A Microsoft explicou que seu relacionamento com o Ministério da Defesa de Israel (IMOD) é estruturado como um relacionamento comercial padrão.

No entanto, Lopez não comprou: “A liderança rejeita nossas alegações de que a tecnologia do Azure está sendo usada para atingir ou prejudicar civis em Gaza.

A Microsoft está definida para hospedar Xai, meta plataformas e outros 

A Microsoft anunciou que sediaria novos modelos de IA fabricados por XAI de Elon Musk, meta plataformas e startups europeias Mistral e Black Forest Labs em seus data centers.
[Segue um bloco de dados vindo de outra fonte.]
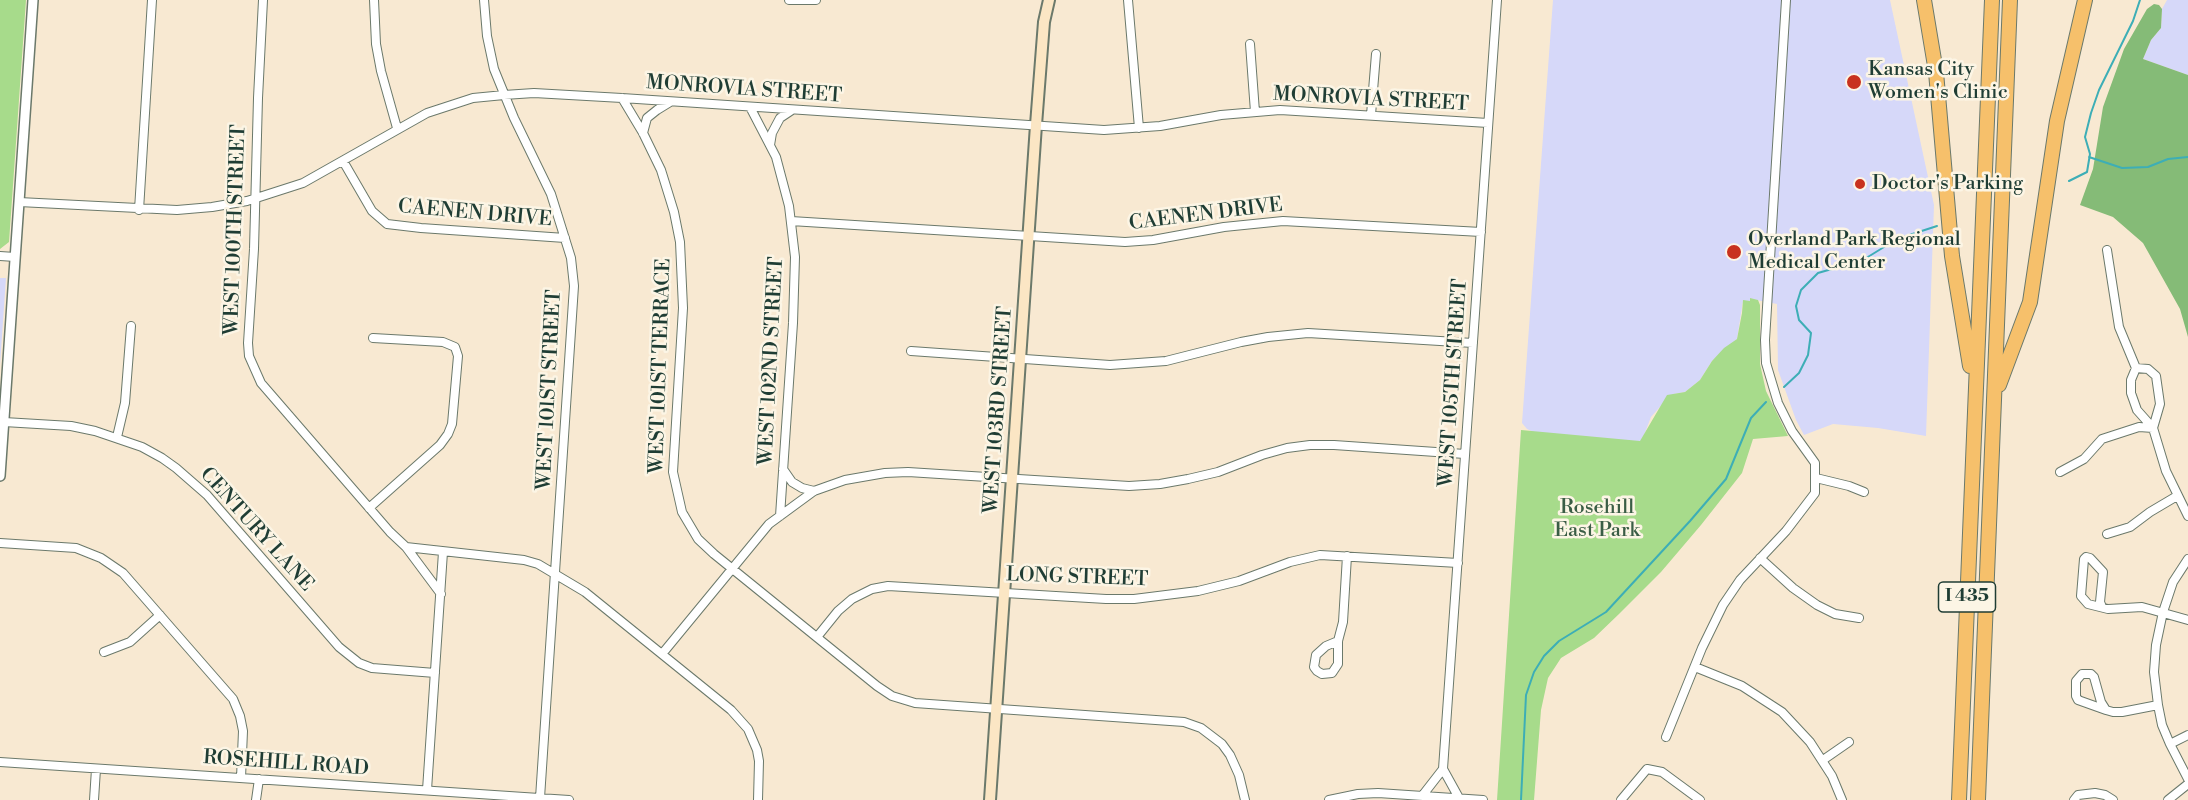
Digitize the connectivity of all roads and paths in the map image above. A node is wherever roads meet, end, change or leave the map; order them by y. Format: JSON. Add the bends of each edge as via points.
{"nodes":[{"id":1,"x":33,"y":0,"type":"edge"},
{"id":2,"x":152,"y":0,"type":"edge"},
{"id":3,"x":263,"y":0,"type":"edge"},
{"id":4,"x":374,"y":0,"type":"edge"},
{"id":5,"x":484,"y":0,"type":"edge"},
{"id":6,"x":789,"y":0,"type":"edge"},
{"id":7,"x":816,"y":0,"type":"edge"},
{"id":8,"x":1042,"y":0,"type":"edge"},
{"id":9,"x":1049,"y":0,"type":"edge"},
{"id":10,"x":1128,"y":0,"type":"edge"},
{"id":11,"x":1497,"y":0,"type":"edge"},
{"id":12,"x":1786,"y":0,"type":"edge"},
{"id":13,"x":1924,"y":0,"type":"edge"},
{"id":14,"x":1992,"y":0,"type":"edge"},
{"id":15,"x":2010,"y":0,"type":"edge"},
{"id":16,"x":2085,"y":0,"type":"edge"},
{"id":17,"x":1044,"y":22,"type":"junction"},
{"id":18,"x":1250,"y":44,"type":"dead end"},
{"id":19,"x":1376,"y":54,"type":"dead end"},
{"id":20,"x":504,"y":95,"type":"junction"},
{"id":21,"x":621,"y":98,"type":"junction"},
{"id":22,"x":670,"y":102,"type":"junction"},
{"id":23,"x":750,"y":107,"type":"junction"},
{"id":24,"x":792,"y":110,"type":"junction"},
{"id":25,"x":1255,"y":112,"type":"junction"},
{"id":26,"x":1371,"y":115,"type":"junction"},
{"id":27,"x":1488,"y":123,"type":"junction"},
{"id":28,"x":1036,"y":125,"type":"junction"},
{"id":29,"x":397,"y":128,"type":"junction"},
{"id":30,"x":1139,"y":128,"type":"junction"},
{"id":31,"x":643,"y":133,"type":"junction"},
{"id":32,"x":770,"y":147,"type":"junction"},
{"id":33,"x":343,"y":161,"type":"junction"},
{"id":34,"x":256,"y":198,"type":"junction"},
{"id":35,"x":19,"y":202,"type":"junction"},
{"id":36,"x":139,"y":210,"type":"junction"},
{"id":37,"x":791,"y":221,"type":"junction"},
{"id":38,"x":1481,"y":232,"type":"junction"},
{"id":39,"x":1029,"y":236,"type":"junction"},
{"id":40,"x":566,"y":238,"type":"junction"},
{"id":41,"x":2107,"y":250,"type":"dead end"},
{"id":42,"x":0,"y":256,"type":"edge"},
{"id":43,"x":15,"y":257,"type":"junction"},
{"id":44,"x":131,"y":326,"type":"dead end"},
{"id":45,"x":373,"y":338,"type":"dead end"},
{"id":46,"x":1473,"y":343,"type":"junction"},
{"id":47,"x":911,"y":351,"type":"dead end"},
{"id":48,"x":1020,"y":359,"type":"junction"},
{"id":49,"x":2136,"y":368,"type":"junction"},
{"id":50,"x":1975,"y":394,"type":"junction"},
{"id":51,"x":1994,"y":398,"type":"junction"},
{"id":52,"x":4,"y":422,"type":"junction"},
{"id":53,"x":2153,"y":428,"type":"junction"},
{"id":54,"x":117,"y":437,"type":"junction"},
{"id":55,"x":1465,"y":454,"type":"junction"},
{"id":56,"x":783,"y":470,"type":"junction"},
{"id":57,"x":2060,"y":472,"type":"dead end"},
{"id":58,"x":0,"y":476,"type":"edge"},
{"id":59,"x":1816,"y":478,"type":"junction"},
{"id":60,"x":1012,"y":479,"type":"junction"},
{"id":61,"x":814,"y":491,"type":"junction"},
{"id":62,"x":1863,"y":492,"type":"dead end"},
{"id":63,"x":2177,"y":496,"type":"junction"},
{"id":64,"x":369,"y":508,"type":"junction"},
{"id":65,"x":780,"y":516,"type":"junction"},
{"id":66,"x":2188,"y":516,"type":"edge"},
{"id":67,"x":2107,"y":534,"type":"dead end"},
{"id":68,"x":0,"y":543,"type":"edge"},
{"id":69,"x":406,"y":547,"type":"junction"},
{"id":70,"x":443,"y":552,"type":"junction"},
{"id":71,"x":1347,"y":556,"type":"junction"},
{"id":72,"x":1761,"y":558,"type":"junction"},
{"id":73,"x":2188,"y":559,"type":"edge"},
{"id":74,"x":1458,"y":563,"type":"junction"},
{"id":75,"x":731,"y":568,"type":"junction"},
{"id":76,"x":555,"y":573,"type":"junction"},
{"id":77,"x":1004,"y":592,"type":"junction"},
{"id":78,"x":441,"y":594,"type":"junction"},
{"id":79,"x":2102,"y":607,"type":"junction"},
{"id":80,"x":2163,"y":612,"type":"junction"},
{"id":81,"x":160,"y":615,"type":"junction"},
{"id":82,"x":1859,"y":618,"type":"dead end"},
{"id":83,"x":2188,"y":620,"type":"edge"},
{"id":84,"x":817,"y":637,"type":"junction"},
{"id":85,"x":1338,"y":641,"type":"junction"},
{"id":86,"x":104,"y":652,"type":"dead end"},
{"id":87,"x":662,"y":654,"type":"junction"},
{"id":88,"x":1695,"y":667,"type":"junction"},
{"id":89,"x":435,"y":673,"type":"junction"},
{"id":90,"x":2158,"y":705,"type":"junction"},
{"id":91,"x":996,"y":708,"type":"junction"},
{"id":92,"x":2106,"y":710,"type":"junction"},
{"id":93,"x":2188,"y":735,"type":"edge"},
{"id":94,"x":1665,"y":738,"type":"dead end"},
{"id":95,"x":1849,"y":742,"type":"dead end"},
{"id":96,"x":2170,"y":744,"type":"junction"},
{"id":97,"x":1823,"y":760,"type":"junction"},
{"id":98,"x":0,"y":762,"type":"edge"},
{"id":99,"x":2185,"y":763,"type":"edge"},
{"id":100,"x":96,"y":768,"type":"junction"},
{"id":101,"x":1443,"y":769,"type":"junction"},
{"id":102,"x":241,"y":778,"type":"junction"},
{"id":103,"x":259,"y":779,"type":"junction"},
{"id":104,"x":2188,"y":779,"type":"edge"},
{"id":105,"x":2188,"y":784,"type":"edge"},
{"id":106,"x":428,"y":790,"type":"junction"},
{"id":107,"x":1422,"y":796,"type":"junction"},
{"id":108,"x":487,"y":797,"type":"edge"},
{"id":109,"x":540,"y":798,"type":"junction"},
{"id":110,"x":1459,"y":798,"type":"junction"},
{"id":111,"x":94,"y":800,"type":"edge"},
{"id":112,"x":256,"y":800,"type":"edge"},
{"id":113,"x":569,"y":800,"type":"edge"},
{"id":114,"x":758,"y":800,"type":"edge"},
{"id":115,"x":990,"y":800,"type":"edge"},
{"id":116,"x":1245,"y":800,"type":"edge"},
{"id":117,"x":1329,"y":800,"type":"edge"},
{"id":118,"x":1483,"y":800,"type":"edge"},
{"id":119,"x":1621,"y":800,"type":"edge"},
{"id":120,"x":1700,"y":800,"type":"edge"},
{"id":121,"x":1842,"y":800,"type":"edge"},
{"id":122,"x":1959,"y":800,"type":"edge"},
{"id":123,"x":1978,"y":800,"type":"edge"},
{"id":124,"x":2074,"y":800,"type":"edge"},
{"id":125,"x":2113,"y":800,"type":"edge"},
{"id":126,"x":2168,"y":800,"type":"edge"}],
"edges":[{"from":1,"to":35,"type":"street"},
{"from":2,"to":36,"type":"street"},
{"from":3,"to":34,"type":"street","name":"WEST 100TH STREET"},
{"from":4,"to":29,"type":"street","via":[[376,44]]},
{"from":5,"to":20,"type":"street","name":"WEST 101ST STREET","via":[[491,57]]},
{"from":6,"to":7,"type":"street"},
{"from":8,"to":17,"type":"main road","name":"WEST 103RD STREET"},
{"from":9,"to":17,"type":"main road","name":"WEST 103RD STREET"},
{"from":10,"to":30,"type":"street"},
{"from":11,"to":27,"type":"street","name":"WEST 105TH STREET"},
{"from":12,"to":59,"type":"street","via":[[1765,340],[1768,373],[1778,403],[1792,431],[1815,462]]},
{"from":13,"to":50,"type":"highway","via":[[1936,72],[1952,256]]},
{"from":14,"to":50,"type":"highway","number":"I 435"},
{"from":15,"to":51,"type":"highway","number":"I 435"},
{"from":16,"to":51,"type":"highway","via":[[2057,121],[2030,302]]},
{"from":17,"to":28,"type":"main road","name":"WEST 103RD STREET"},
{"from":18,"to":25,"type":"street"},
{"from":19,"to":26,"type":"street"},
{"from":20,"to":21,"type":"street","name":"MONROVIA STREET"},
{"from":20,"to":29,"type":"street","name":"MONROVIA STREET","via":[[447,105]]},
{"from":20,"to":40,"type":"street","name":"WEST 101ST STREET","via":[[551,194]]},
{"from":21,"to":22,"type":"street","name":"MONROVIA STREET"},
{"from":21,"to":31,"type":"street","name":"WEST 101ST TERRACE"},
{"from":22,"to":23,"type":"street","name":"MONROVIA STREET"},
{"from":22,"to":31,"type":"street","via":[[647,118]]},
{"from":23,"to":24,"type":"street","name":"MONROVIA STREET"},
{"from":23,"to":32,"type":"street","name":"WEST 102ND STREET"},
{"from":24,"to":28,"type":"street","name":"MONROVIA STREET"},
{"from":24,"to":32,"type":"street","via":[[780,117]]},
{"from":25,"to":26,"type":"street","name":"MONROVIA STREET","via":[[1299,110]]},
{"from":25,"to":30,"type":"street","name":"MONROVIA STREET"},
{"from":26,"to":27,"type":"street","name":"MONROVIA STREET"},
{"from":27,"to":38,"type":"street","name":"WEST 105TH STREET"},
{"from":28,"to":30,"type":"street","name":"MONROVIA STREET","via":[[1104,130]]},
{"from":28,"to":39,"type":"main road","name":"WEST 103RD STREET"},
{"from":29,"to":33,"type":"street","name":"MONROVIA STREET"},
{"from":31,"to":75,"type":"street","name":"WEST 101ST TERRACE","via":[[668,190],[682,264],[675,487],[693,531]]},
{"from":32,"to":37,"type":"street","name":"WEST 102ND STREET"},
{"from":33,"to":34,"type":"street","name":"MONROVIA STREET","via":[[303,183]]},
{"from":33,"to":40,"type":"street","name":"CAENEN DRIVE","via":[[372,211],[387,224]]},
{"from":34,"to":36,"type":"street","name":"MONROVIA STREET","via":[[212,207]]},
{"from":34,"to":64,"type":"street","name":"WEST 100TH STREET","via":[[249,356],[261,383]]},
{"from":35,"to":36,"type":"street","name":"MONROVIA STREET"},
{"from":35,"to":43,"type":"street"},
{"from":37,"to":39,"type":"street","name":"CAENEN DRIVE"},
{"from":37,"to":56,"type":"street","name":"WEST 102ND STREET","via":[[795,281]]},
{"from":38,"to":39,"type":"street","name":"CAENEN DRIVE","via":[[1283,221],[1233,225],[1153,240]]},
{"from":38,"to":46,"type":"street","name":"WEST 105TH STREET"},
{"from":39,"to":48,"type":"main road","name":"WEST 103RD STREET"},
{"from":40,"to":76,"type":"street","name":"WEST 101ST STREET","via":[[573,307]]},
{"from":41,"to":49,"type":"street","via":[[2119,327]]},
{"from":42,"to":43,"type":"street"},
{"from":43,"to":52,"type":"street"},
{"from":44,"to":54,"type":"street","via":[[125,403]]},
{"from":45,"to":64,"type":"street","via":[[443,342],[455,347],[458,356],[448,434],[440,446]]},
{"from":46,"to":48,"type":"street","via":[[1308,333],[1268,337],[1137,364]]},
{"from":46,"to":55,"type":"street","name":"WEST 105TH STREET"},
{"from":47,"to":48,"type":"street"},
{"from":48,"to":60,"type":"main road","name":"WEST 103RD STREET"},
{"from":49,"to":53,"type":"street","via":[[2130,380],[2131,393],[2137,410]]},
{"from":49,"to":53,"type":"street","via":[[2148,369],[2156,376],[2160,404]]},
{"from":50,"to":122,"type":"highway","number":"I 435"},
{"from":51,"to":123,"type":"highway","number":"I 435"},
{"from":52,"to":54,"type":"street","name":"CENTURY LANE","via":[[71,426]]},
{"from":52,"to":58,"type":"street"},
{"from":53,"to":57,"type":"street","via":[[2111,435],[2094,446],[2084,459]]},
{"from":53,"to":63,"type":"street"},
{"from":54,"to":89,"type":"street","name":"CENTURY LANE","via":[[162,458],[194,482],[339,647],[359,663],[380,669]]},
{"from":55,"to":60,"type":"street","via":[[1310,445],[1160,484],[1128,486]]},
{"from":55,"to":74,"type":"street","name":"WEST 105TH STREET"},
{"from":56,"to":61,"type":"street","via":[[792,482]]},
{"from":56,"to":65,"type":"street","name":"WEST 102ND STREET"},
{"from":59,"to":62,"type":"street"},
{"from":59,"to":72,"type":"street","via":[[1815,493],[1808,504]]},
{"from":60,"to":61,"type":"street","via":[[885,473],[845,480]]},
{"from":60,"to":77,"type":"main road","name":"WEST 103RD STREET"},
{"from":61,"to":65,"type":"street"},
{"from":63,"to":66,"type":"street"},
{"from":63,"to":67,"type":"street","via":[[2130,527]]},
{"from":64,"to":69,"type":"street","name":"WEST 100TH STREET"},
{"from":65,"to":75,"type":"street"},
{"from":68,"to":81,"type":"street","via":[[63,546],[93,554],[123,573]]},
{"from":69,"to":70,"type":"street"},
{"from":69,"to":78,"type":"street","name":"WEST 100TH STREET"},
{"from":70,"to":76,"type":"street","via":[[524,560]]},
{"from":70,"to":78,"type":"street"},
{"from":71,"to":74,"type":"street","name":"LONG STREET"},
{"from":71,"to":77,"type":"street","name":"LONG STREET","via":[[1312,556],[1239,581],[1162,597],[1106,599]]},
{"from":71,"to":85,"type":"street"},
{"from":72,"to":82,"type":"street","via":[[1816,605],[1835,614]]},
{"from":72,"to":88,"type":"street","via":[[1723,605]]},
{"from":73,"to":80,"type":"street","via":[[2173,582]]},
{"from":74,"to":101,"type":"street","name":"WEST 105TH STREET"},
{"from":75,"to":84,"type":"street","name":"WEST 101ST TERRACE"},
{"from":75,"to":87,"type":"street"},
{"from":76,"to":87,"type":"street"},
{"from":76,"to":109,"type":"street","name":"WEST 101ST STREET"},
{"from":77,"to":84,"type":"street","name":"LONG STREET","via":[[880,587],[838,610]]},
{"from":77,"to":91,"type":"main road","name":"WEST 103RD STREET"},
{"from":78,"to":89,"type":"street"},
{"from":79,"to":79,"type":"street","via":[[2103,572],[2086,557],[2081,596],[2088,604]]},
{"from":79,"to":80,"type":"street","via":[[2142,607]]},
{"from":80,"to":83,"type":"street"},
{"from":80,"to":90,"type":"street","via":[[2154,661]]},
{"from":81,"to":86,"type":"street","via":[[130,642]]},
{"from":81,"to":102,"type":"street","via":[[233,699],[243,731]]},
{"from":84,"to":91,"type":"street","name":"WEST 101ST TERRACE","via":[[892,696],[915,703]]},
{"from":85,"to":85,"type":"street","via":[[1336,669],[1327,674],[1317,671],[1313,661],[1316,655]]},
{"from":87,"to":114,"type":"street","via":[[731,710],[748,729],[759,761]]},
{"from":88,"to":94,"type":"street"},
{"from":88,"to":97,"type":"street","via":[[1742,686],[1782,712]]},
{"from":89,"to":106,"type":"street"},
{"from":90,"to":92,"type":"street","via":[[2122,712]]},
{"from":90,"to":96,"type":"street"},
{"from":91,"to":115,"type":"main road","name":"WEST 103RD STREET"},
{"from":91,"to":116,"type":"street","name":"WEST 101ST TERRACE","via":[[1172,720],[1194,725],[1212,735],[1230,755]]},
{"from":92,"to":92,"type":"street","via":[[2094,677],[2082,674],[2076,681],[2078,700]]},
{"from":93,"to":96,"type":"street"},
{"from":95,"to":97,"type":"street"},
{"from":96,"to":99,"type":"street"},
{"from":97,"to":121,"type":"street"},
{"from":98,"to":100,"type":"street","name":"ROSEHILL ROAD"},
{"from":99,"to":104,"type":"street"},
{"from":100,"to":102,"type":"street","name":"ROSEHILL ROAD"},
{"from":100,"to":111,"type":"street"},
{"from":101,"to":107,"type":"street"},
{"from":101,"to":110,"type":"street"},
{"from":102,"to":103,"type":"street","name":"ROSEHILL ROAD"},
{"from":103,"to":106,"type":"street","name":"ROSEHILL ROAD"},
{"from":103,"to":112,"type":"street"},
{"from":105,"to":126,"type":"street"},
{"from":106,"to":108,"type":"street","name":"ROSEHILL ROAD"},
{"from":107,"to":110,"type":"street"},
{"from":107,"to":117,"type":"street","via":[[1378,793]]},
{"from":108,"to":109,"type":"street","name":"ROSEHILL ROAD"},
{"from":109,"to":113,"type":"street","name":"ROSEHILL ROAD"},
{"from":110,"to":118,"type":"street"},
{"from":119,"to":120,"type":"street","via":[[1647,770],[1662,772]]},
{"from":124,"to":125,"type":"street","via":[[2078,795],[2095,792]]}]}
O CEO da Microsoft, Satya Nadella, disse que os novos produtos da XAI, Meta e outros terão as mesmas promessas de confiabilidade que os modelos OpenAI que a Microsoft hosts.

"Isso é apenas uma mudança de jogo em termos de como você pensa sobre modelos e provisionamento de modelos", disse Nadella aos participantes da conferência durante um discurso. "É emocionante para nós, como desenvolvedores, poder misturar, combinar e usar todos eles". A empresa também exibiu uma nova ferramenta de IA que pode executar tarefas de codificação de software por si só.